§ WHAT YOU WILL DO
The reply should contain every entry below exactly as written, with no images.

§ SOURCE MATERIAL

----------

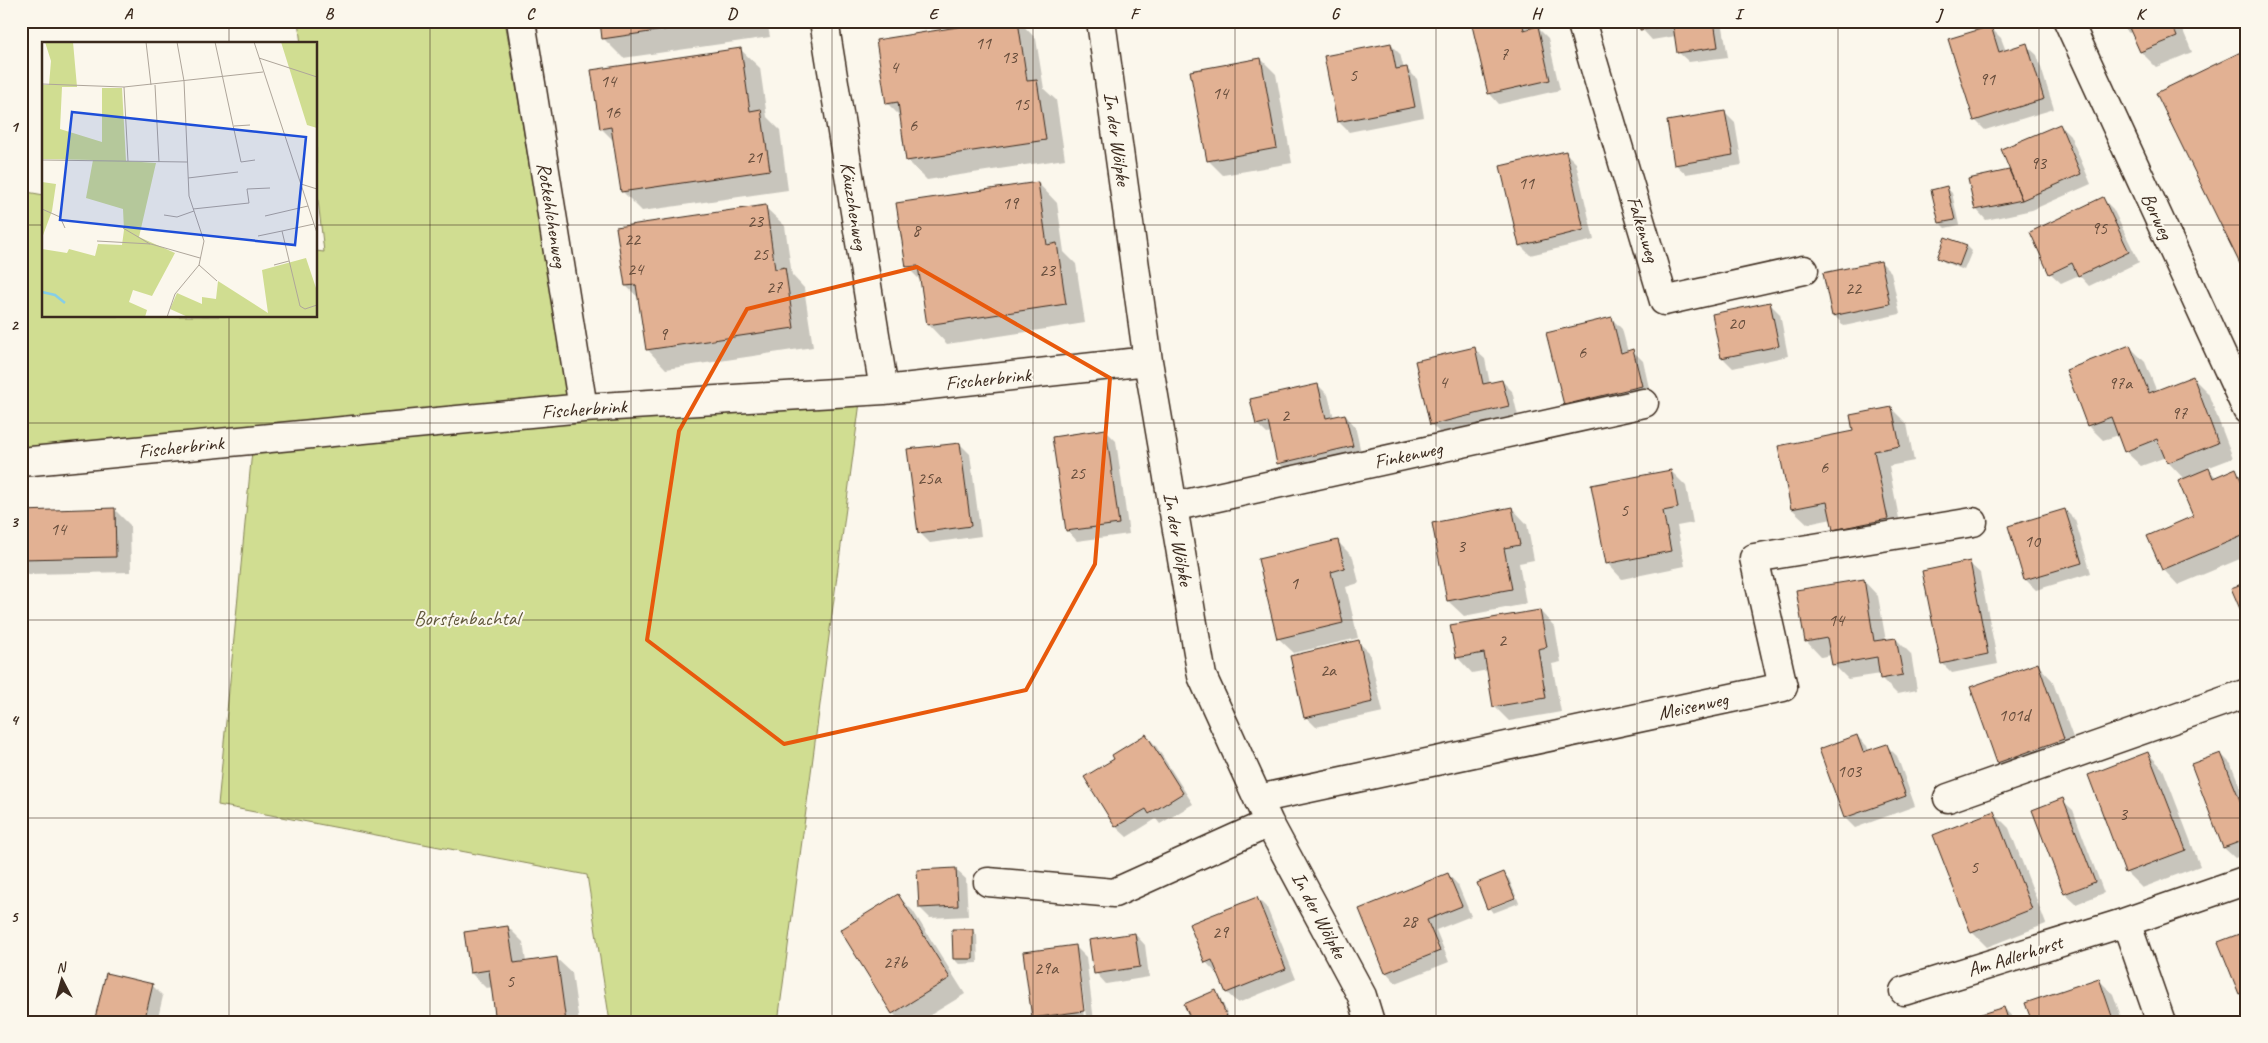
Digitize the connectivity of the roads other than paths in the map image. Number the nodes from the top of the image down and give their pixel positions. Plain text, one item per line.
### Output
1 (521, 21) edge
2 (824, 21) edge
3 (1101, 21) edge
4 (1581, 21) edge
5 (2068, 21) edge
6 (1804, 270) dead end
7 (1148, 361) junction
8 (884, 390) junction
9 (1644, 403) dead end
10 (583, 408) junction
11 (2247, 410) edge
12 (21, 462) edge
13 (1172, 507) junction
14 (1972, 522) dead end
15 (2247, 693) edge
16 (1948, 798) dead end
17 (1264, 811) junction
18 (2247, 880) edge
19 (988, 882) dead end
20 (2126, 922) junction
21 (1904, 991) dead end
22 (1370, 1022) edge
23 (2161, 1022) edge

1 - 10 street, Rotkehlchenweg
2 - 8 street, Käuzchenweg
3 - 7 street, In der Wölpke
4 - 6 street, Falkenweg
5 - 11 street, Borweg
7 - 8 street, Fischerbrink
7 - 13 street, In der Wölpke
8 - 10 street, Fischerbrink
9 - 13 street, Finkenweg
10 - 12 street, Fischerbrink
13 - 17 street, In der Wölpke
14 - 17 street, Meisenweg
15 - 16 street
17 - 19 street
17 - 22 street, In der Wölpke
18 - 20 street, Am Adlerhorst
20 - 21 street, Am Adlerhorst
20 - 23 street

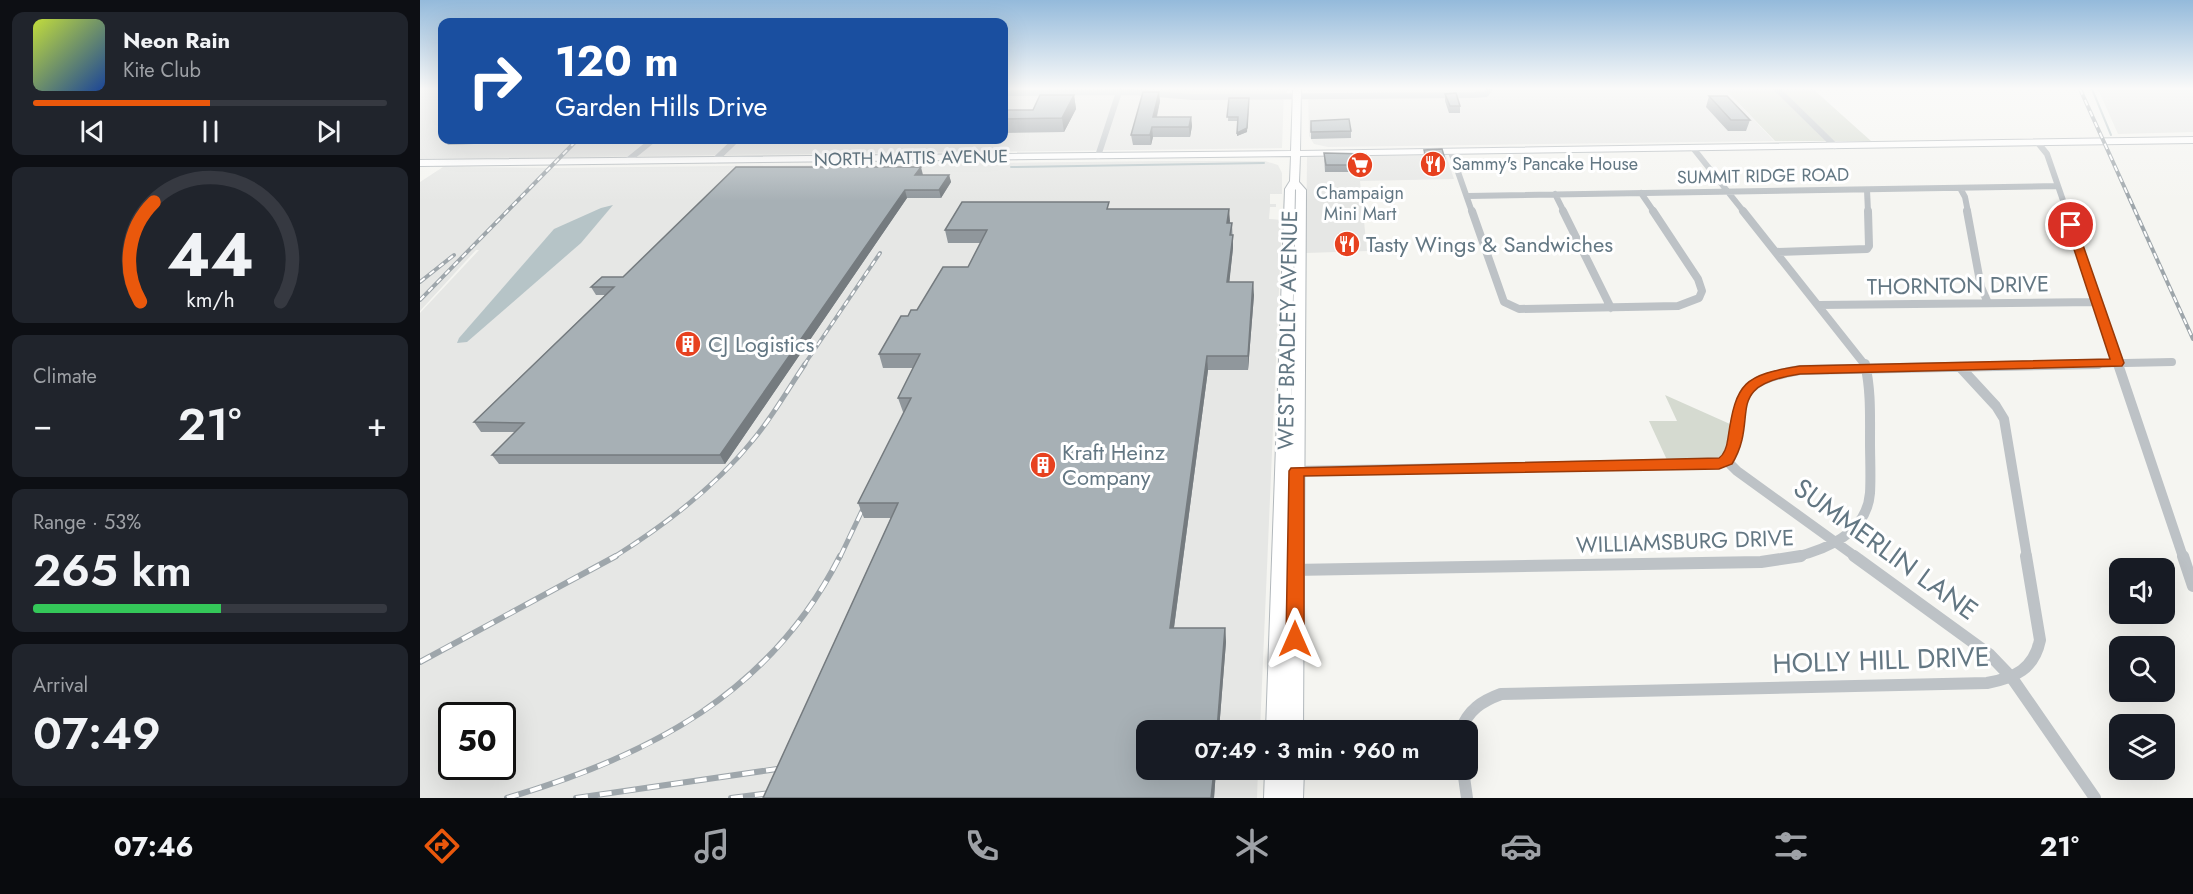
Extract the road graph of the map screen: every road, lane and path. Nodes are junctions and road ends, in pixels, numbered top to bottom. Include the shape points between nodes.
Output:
1 (1108, 126) edge
2 (1296, 126) edge
3 (1815, 126) edge
4 (2193, 140) edge
5 (2038, 143) junction
6 (648, 144) edge
7 (732, 144) edge
8 (1835, 146) junction
9 (1693, 148) junction
10 (1451, 152) junction
11 (1253, 154) junction
12 (1296, 154) junction
13 (1098, 156) junction
14 (715, 160) junction
15 (627, 161) junction
16 (420, 163) edge
17 (1295, 177) junction
18 (2058, 186) junction
19 (1960, 188) junction
20 (1867, 190) junction
21 (1728, 191) junction
22 (1641, 193) junction
23 (1555, 194) junction
24 (1468, 196) junction
25 (1776, 252) junction
26 (2097, 302) junction
27 (1988, 303) junction
28 (1819, 305) junction
29 (1611, 308) junction
30 (2172, 362) dead end
31 (2117, 363) junction
32 (1960, 367) junction
33 (1867, 369) junction
34 (1727, 461) junction
35 (1290, 471) junction
36 (1836, 544) junction
37 (1288, 570) junction
38 (2193, 586) edge
39 (2012, 678) junction
40 (1277, 720) edge
41 (1294, 720) edge
42 (1465, 720) edge
43 (1275, 780) edge
44 (1294, 780) edge
45 (1464, 780) edge
46 (1274, 798) edge
47 (1293, 798) edge
48 (1467, 798) edge
49 (2096, 798) edge

1 - 13 street
2 - 12 main road, WEST BRADLEY AVENUE
3 - 8 street
4 - 5 main road, NORTH MATTIS AVENUE
5 - 8 main road, NORTH MATTIS AVENUE
5 - 18 street via 2047,154
6 - 15 street
7 - 14 street
8 - 9 main road, NORTH MATTIS AVENUE
9 - 10 main road, NORTH MATTIS AVENUE
9 - 21 street, WILLIAMSBURG DRIVE
10 - 12 main road, NORTH MATTIS AVENUE
10 - 24 street
11 - 12 main road, NORTH MATTIS AVENUE
11 - 13 main road, NORTH MATTIS AVENUE
11 - 17 main road via 1279,160
12 - 17 main road, WEST BRADLEY AVENUE
13 - 14 main road, NORTH MATTIS AVENUE
14 - 15 main road, NORTH MATTIS AVENUE
15 - 16 main road, NORTH MATTIS AVENUE
17 - 35 main road, WEST BRADLEY AVENUE via 1290,189
18 - 19 street, SUMMIT RIDGE ROAD
18 - 26 street
19 - 20 street, SUMMIT RIDGE ROAD
19 - 27 street via 1965,197 1981,287
20 - 21 street, SUMMIT RIDGE ROAD
20 - 25 street via 1867,249
21 - 22 street, SUMMIT RIDGE ROAD
21 - 25 street, WILLIAMSBURG DRIVE
22 - 23 street, SUMMIT RIDGE ROAD
22 - 29 street via 1702,291 1693,302 1678,306
23 - 24 street, SUMMIT RIDGE ROAD
23 - 29 street
24 - 29 street via 1504,302 1511,307 1548,310
25 - 28 street, WILLIAMSBURG DRIVE
26 - 27 street, THORNTON DRIVE
26 - 31 street
27 - 28 street, THORNTON DRIVE
28 - 33 street, WILLIAMSBURG DRIVE
30 - 31 street
31 - 32 street
31 - 38 street
32 - 33 street
32 - 39 street, HOLLY HILL DRIVE via 2004,419 2039,622 2038,653 2023,673
33 - 34 street via 1784,371 1755,382 1743,395 1734,447
33 - 36 street, WILLIAMSBURG DRIVE via 1870,495 1859,524
34 - 35 street
34 - 36 street, SUMMERLIN LANE
35 - 37 main road, WEST BRADLEY AVENUE
36 - 37 street, WILLIAMSBURG DRIVE via 1805,556 1761,562
36 - 39 street, SUMMERLIN LANE via 1989,654
37 - 40 main road, WEST BRADLEY AVENUE
37 - 41 main road, WEST BRADLEY AVENUE
39 - 42 street, HOLLY HILL DRIVE via 1987,683 1501,694 1476,706
39 - 49 street, SUMMERLIN LANE
43 - 46 main road
44 - 47 main road
45 - 48 street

----------

§ ANSWER BELOW
Digitize the connectivity of the roads other than paths in the map image. Number the nodes from the top of the image down and give their pixel positions. Plain text, one item per line.
### Output
1 (521, 21) edge
2 (824, 21) edge
3 (1101, 21) edge
4 (1581, 21) edge
5 (2068, 21) edge
6 (1804, 270) dead end
7 (1148, 361) junction
8 (884, 390) junction
9 (1644, 403) dead end
10 (583, 408) junction
11 (2247, 410) edge
12 (21, 462) edge
13 (1172, 507) junction
14 (1972, 522) dead end
15 (2247, 693) edge
16 (1948, 798) dead end
17 (1264, 811) junction
18 (2247, 880) edge
19 (988, 882) dead end
20 (2126, 922) junction
21 (1904, 991) dead end
22 (1370, 1022) edge
23 (2161, 1022) edge

1 - 10 street, Rotkehlchenweg
2 - 8 street, Käuzchenweg
3 - 7 street, In der Wölpke
4 - 6 street, Falkenweg
5 - 11 street, Borweg
7 - 8 street, Fischerbrink
7 - 13 street, In der Wölpke
8 - 10 street, Fischerbrink
9 - 13 street, Finkenweg
10 - 12 street, Fischerbrink
13 - 17 street, In der Wölpke
14 - 17 street, Meisenweg
15 - 16 street
17 - 19 street
17 - 22 street, In der Wölpke
18 - 20 street, Am Adlerhorst
20 - 21 street, Am Adlerhorst
20 - 23 street

Extract the road graph of the map screen: every road, lane and path. Nodes are junctions and road ends, in pixels, numbered top to bottom. Include the shape points between nodes.
Output:
1 (1108, 126) edge
2 (1296, 126) edge
3 (1815, 126) edge
4 (2193, 140) edge
5 (2038, 143) junction
6 (648, 144) edge
7 (732, 144) edge
8 (1835, 146) junction
9 (1693, 148) junction
10 (1451, 152) junction
11 (1253, 154) junction
12 (1296, 154) junction
13 (1098, 156) junction
14 (715, 160) junction
15 (627, 161) junction
16 (420, 163) edge
17 (1295, 177) junction
18 (2058, 186) junction
19 (1960, 188) junction
20 (1867, 190) junction
21 (1728, 191) junction
22 (1641, 193) junction
23 (1555, 194) junction
24 (1468, 196) junction
25 (1776, 252) junction
26 (2097, 302) junction
27 (1988, 303) junction
28 (1819, 305) junction
29 (1611, 308) junction
30 (2172, 362) dead end
31 (2117, 363) junction
32 (1960, 367) junction
33 (1867, 369) junction
34 (1727, 461) junction
35 (1290, 471) junction
36 (1836, 544) junction
37 (1288, 570) junction
38 (2193, 586) edge
39 (2012, 678) junction
40 (1277, 720) edge
41 (1294, 720) edge
42 (1465, 720) edge
43 (1275, 780) edge
44 (1294, 780) edge
45 (1464, 780) edge
46 (1274, 798) edge
47 (1293, 798) edge
48 (1467, 798) edge
49 (2096, 798) edge

1 - 13 street
2 - 12 main road, WEST BRADLEY AVENUE
3 - 8 street
4 - 5 main road, NORTH MATTIS AVENUE
5 - 8 main road, NORTH MATTIS AVENUE
5 - 18 street via 2047,154
6 - 15 street
7 - 14 street
8 - 9 main road, NORTH MATTIS AVENUE
9 - 10 main road, NORTH MATTIS AVENUE
9 - 21 street, WILLIAMSBURG DRIVE
10 - 12 main road, NORTH MATTIS AVENUE
10 - 24 street
11 - 12 main road, NORTH MATTIS AVENUE
11 - 13 main road, NORTH MATTIS AVENUE
11 - 17 main road via 1279,160
12 - 17 main road, WEST BRADLEY AVENUE
13 - 14 main road, NORTH MATTIS AVENUE
14 - 15 main road, NORTH MATTIS AVENUE
15 - 16 main road, NORTH MATTIS AVENUE
17 - 35 main road, WEST BRADLEY AVENUE via 1290,189
18 - 19 street, SUMMIT RIDGE ROAD
18 - 26 street
19 - 20 street, SUMMIT RIDGE ROAD
19 - 27 street via 1965,197 1981,287
20 - 21 street, SUMMIT RIDGE ROAD
20 - 25 street via 1867,249
21 - 22 street, SUMMIT RIDGE ROAD
21 - 25 street, WILLIAMSBURG DRIVE
22 - 23 street, SUMMIT RIDGE ROAD
22 - 29 street via 1702,291 1693,302 1678,306
23 - 24 street, SUMMIT RIDGE ROAD
23 - 29 street
24 - 29 street via 1504,302 1511,307 1548,310
25 - 28 street, WILLIAMSBURG DRIVE
26 - 27 street, THORNTON DRIVE
26 - 31 street
27 - 28 street, THORNTON DRIVE
28 - 33 street, WILLIAMSBURG DRIVE
30 - 31 street
31 - 32 street
31 - 38 street
32 - 33 street
32 - 39 street, HOLLY HILL DRIVE via 2004,419 2039,622 2038,653 2023,673
33 - 34 street via 1784,371 1755,382 1743,395 1734,447
33 - 36 street, WILLIAMSBURG DRIVE via 1870,495 1859,524
34 - 35 street
34 - 36 street, SUMMERLIN LANE
35 - 37 main road, WEST BRADLEY AVENUE
36 - 37 street, WILLIAMSBURG DRIVE via 1805,556 1761,562
36 - 39 street, SUMMERLIN LANE via 1989,654
37 - 40 main road, WEST BRADLEY AVENUE
37 - 41 main road, WEST BRADLEY AVENUE
39 - 42 street, HOLLY HILL DRIVE via 1987,683 1501,694 1476,706
39 - 49 street, SUMMERLIN LANE
43 - 46 main road
44 - 47 main road
45 - 48 street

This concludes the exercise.